Heatlh checks to run against the PowerShell Universal platform.

Heatlh checks are built in verifications of the PowerShell Universal platform. They will alert you if something is misconfigured or wrong with the PSU instance.

Built in Health Checks

Conflicting Module

This health check looks for conflicting versions of the PowerShell Universal module. We recommend only having the Universal module that matches the version of the server installed on the server.

CPU Usage

Checks that the CPU usage of the PowerShell Universal server is less than 80%. This health check is only supported on Windows. The service account running the PowerShell Universal service will need to be part of the Performance Monitor Users group for this health check to function properly.

Disk Space

This health check verifies the free space on the disks of the server. It will alert if they are below 20%.

Forwarded Token

This health check verifies that the forwardWindowsAuthToken setting is present in the web.config file when hosting IIS and Windows authentication is enabled. Without this setting present, Windows authentication will not work.

IIS WebSocket

This health check verifies that the IIS server has the IIS WebSocket feature enabled. This is required for PowerShell Universal. For this health check to function properly, the user will need access to the ROOT\CIMv2 namespace for the local WMI provider.

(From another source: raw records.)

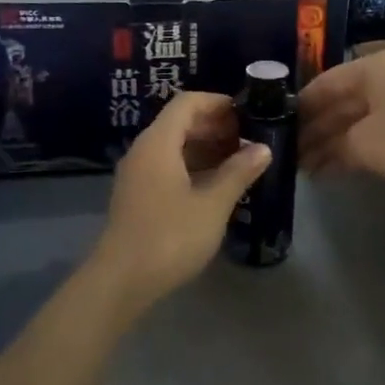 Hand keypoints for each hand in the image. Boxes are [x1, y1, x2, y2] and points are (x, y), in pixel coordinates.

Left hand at [90, 92, 270, 308]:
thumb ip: (238, 172)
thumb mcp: (212, 204)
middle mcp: (143, 150)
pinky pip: (166, 166)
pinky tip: (215, 185)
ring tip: (238, 162)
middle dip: (214, 126)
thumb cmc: (170, 236)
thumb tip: (263, 148)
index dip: (217, 102)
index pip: (187, 103)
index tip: (246, 113)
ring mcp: (137, 174)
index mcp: (158, 143)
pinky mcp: (137, 195)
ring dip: (204, 147)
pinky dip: (192, 166)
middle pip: (179, 122)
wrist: (121, 281)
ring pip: (173, 146)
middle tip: (248, 139)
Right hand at [298, 51, 384, 191]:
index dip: (299, 108)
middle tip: (287, 153)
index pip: (323, 83)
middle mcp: (384, 78)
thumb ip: (330, 146)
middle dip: (313, 129)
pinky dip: (349, 149)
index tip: (276, 128)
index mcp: (371, 68)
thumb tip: (310, 155)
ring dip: (329, 143)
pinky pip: (370, 134)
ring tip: (303, 167)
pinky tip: (329, 169)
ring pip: (354, 120)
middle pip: (338, 102)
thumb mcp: (360, 143) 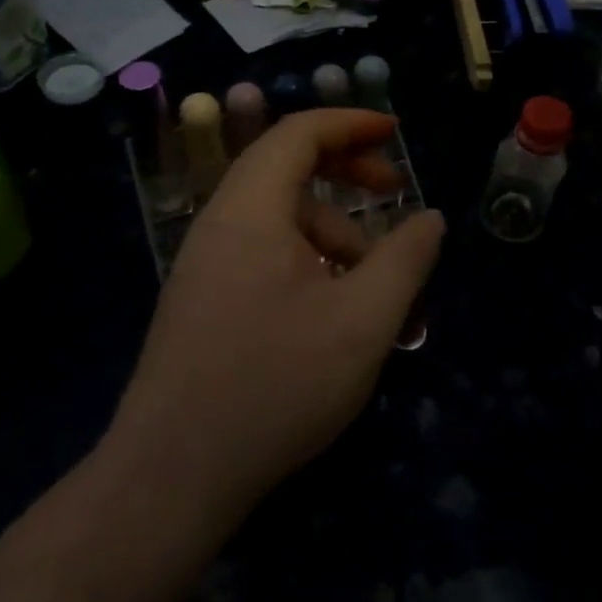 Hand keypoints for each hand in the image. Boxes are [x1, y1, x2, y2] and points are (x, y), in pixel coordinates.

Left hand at [107, 109, 444, 516]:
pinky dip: (309, 265)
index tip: (396, 132)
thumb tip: (430, 218)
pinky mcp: (204, 303)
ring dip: (335, 237)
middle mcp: (221, 225)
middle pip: (287, 170)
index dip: (351, 123)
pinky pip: (265, 257)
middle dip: (348, 175)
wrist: (172, 478)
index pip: (298, 133)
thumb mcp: (363, 320)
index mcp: (251, 210)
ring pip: (282, 223)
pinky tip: (336, 316)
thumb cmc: (275, 385)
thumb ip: (405, 259)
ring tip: (377, 291)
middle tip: (395, 193)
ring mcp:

To configure this, you will need to open wmimgmt.msc, right click on the WMI Control (Local) node and then click properties. Navigate to the Security tab, select ROOT\CIMv2 and press the Security button to view the access controls for this namespace.

Memory Usage

Checks that the memory usage on the server is below 80%

PSScriptAnalyzer

Checks that the PSScriptAnalyzer module is installed. PowerShell Universal uses features of this module but does not include it. You can install the module from the PowerShell Gallery.

Install-Module PSScriptAnalyzer -Force

Missing Environment

Checks to see if an environment defined in environments.ps1 actually exists on the machine.